ChocLinux writes "Microsoft has won a £500m nine year contract to supply software to the NHS, a week after the OGC (the government procurement body) released a report describing Linux as a viable desktop alternative for the majority of government users."

4 of 445 comments (clear)

  1. For the non-british (e.g. me) by jx100 · · Score: 5, Informative

    NHS - National Health Service
    OGC - Office of Government Commerce
    £500 million - $924 million

  2. Re:Candy by metlin · · Score: 5, Informative

    IAAUD -- I Am A Usability Designer/HCI major.

    Usability design is not merely throwing together a bunch of buttons, fields and text. It's a whole lot more than that and involves some quite well thought and established principles, both quantitative and qualitative.

    The best designs are those that you do not notice and are really intuitive - there is a reason why usability experts get paid so much.

    What I suggested was start something of an Opensource UI consulting group, where a bunch of usability experts could pitch in and help out the development of UIs and do some serious usability testing of interfaces.

    If you _ever_ worked in any half-decent usability project, you'd realize that the time and effort that goes into the precise positioning of a button involves a whole lot more than meets the eye.

  3. Linux is making inroads by bass_wulf · · Score: 5, Informative

    Maybe the NHS Trust I work for, as part of the Web Development Team, is an exception, but Linux is making inroads here.
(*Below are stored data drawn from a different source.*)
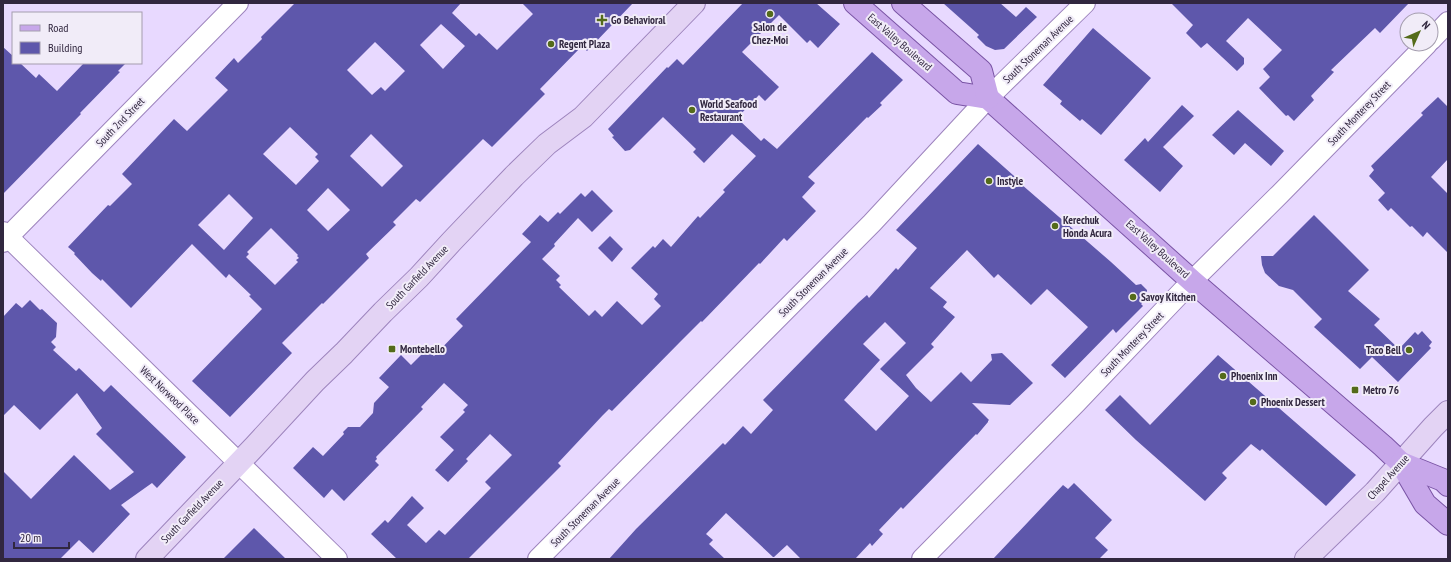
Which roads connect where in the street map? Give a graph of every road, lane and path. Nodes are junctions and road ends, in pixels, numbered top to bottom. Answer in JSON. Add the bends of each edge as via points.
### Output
{"nodes":[{"id":1,"x":238,"y":3,"type":"edge"},
{"id":2,"x":694,"y":3,"type":"edge"},
{"id":3,"x":855,"y":3,"type":"edge"},
{"id":4,"x":903,"y":3,"type":"edge"},
{"id":5,"x":1085,"y":3,"type":"edge"},
{"id":6,"x":1448,"y":22,"type":"edge"},
{"id":7,"x":1439,"y":32,"type":"edge"},
{"id":8,"x":1419,"y":52,"type":"edge"},
{"id":9,"x":988,"y":98,"type":"junction"},
{"id":10,"x":5,"y":237,"type":"edge"},
{"id":11,"x":1192,"y":281,"type":"junction"},
{"id":12,"x":1448,"y":412,"type":"edge"},
{"id":13,"x":239,"y":462,"type":"junction"},
{"id":14,"x":1401,"y":463,"type":"junction"},
{"id":15,"x":1448,"y":484,"type":"edge"},
{"id":16,"x":1448,"y":524,"type":"edge"},
{"id":17,"x":147,"y":559,"type":"edge"},
{"id":18,"x":337,"y":559,"type":"edge"},
{"id":19,"x":538,"y":559,"type":"edge"},
{"id":20,"x":922,"y":559,"type":"edge"},
{"id":21,"x":1306,"y":559,"type":"edge"}],
"edges":[{"from":1,"to":10,"type":"street","name":"South 2nd Street"},
{"from":2,"to":13,"type":"main road","name":"South Garfield Avenue","via":[[583,117],[547,144],[514,176]]},
{"from":3,"to":9,"type":"main road","name":"East Valley Boulevard","via":[[957,93]]},
{"from":4,"to":9,"type":"main road","via":[[981,71]]},
{"from":5,"to":9,"type":"street","name":"South Stoneman Avenue"},
{"from":6,"to":7,"type":"street"},
{"from":8,"to":11,"type":"street","name":"South Monterey Street"},
{"from":9,"to":11,"type":"main road","name":"East Valley Boulevard"},
{"from":9,"to":19,"type":"street","name":"South Stoneman Avenue","via":[[872,223]]},
{"from":10,"to":13,"type":"street","name":"West Norwood Place"},
{"from":11,"to":14,"type":"main road","name":"East Valley Boulevard"},
{"from":11,"to":20,"type":"street","name":"South Monterey Street"},
{"from":12,"to":14,"type":"main road","name":"Chapel Avenue"},
{"from":13,"to":17,"type":"main road","name":"South Garfield Avenue"},
{"from":13,"to":18,"type":"street","name":"West Norwood Place"},
{"from":14,"to":15,"type":"main road","name":"East Valley Boulevard","via":[[1444,480]]},
{"from":14,"to":16,"type":"main road","name":"East Valley Boulevard","via":[[1426,504]]},
{"from":14,"to":21,"type":"main road","name":"Chapel Avenue"}]}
For example, while our Intranet presently runs on IIS and we do have a large number of third party applications that require IIS, signficant areas (like our homegrown document publishing system) take advantage of having a Linux server in the mix.

    Likewise, I often get involved with extracting useful data from huge data sources and Linux provides me with an efficient and effective way to do that. It's not just me, either. Our network still has a Novell backbone and that is of course moving towards Linux, thanks to SuSE.

    It is, of course, a far cry from Linux on every desktop but the penguin is definitely in there, helping to get the work done.

    Wulf

    --
    Soundcheck Poem: 1 2 was a racehorse and 1 1 was 1 2. 1 2 1 1 race and 1 1 1 1 2.
  4. NHS Massive changes by BrightCandle · · Score: 5, Informative

    The NHS has 9 years remaining of the largest IT project in the world today. The cost is somewhere in the region of £30 billion. The country has been split into different regions, each with a very large IT services company running the show (BT consulting, CSC, Accenture etc). Ther job is to integrate the old systems and bring on new ones to allow patient details to be shared nationally. It is a massive project, £500 million goes to Microsoft to ensure that they will support TODAYS operating systems to the end of the programme so they can get the hard job of getting it all up and working before the OS gets pulled out from underneith them. Once the system works they are in mantience mode and can port it onto the latest and greatest of the day. They have some very very old applications that only run in Windows inside of the NHS today, and they are part of the clincial application suite. The truth is that the NHS believes that Windows is unlikely to disappear in the next 9 years, I think that is a fair assumption myself. Unfortunately they have to think that long term since their software really is that complex. Besides it's all about value, redeveloping the current systems that do work will cost more than paying the licence fees.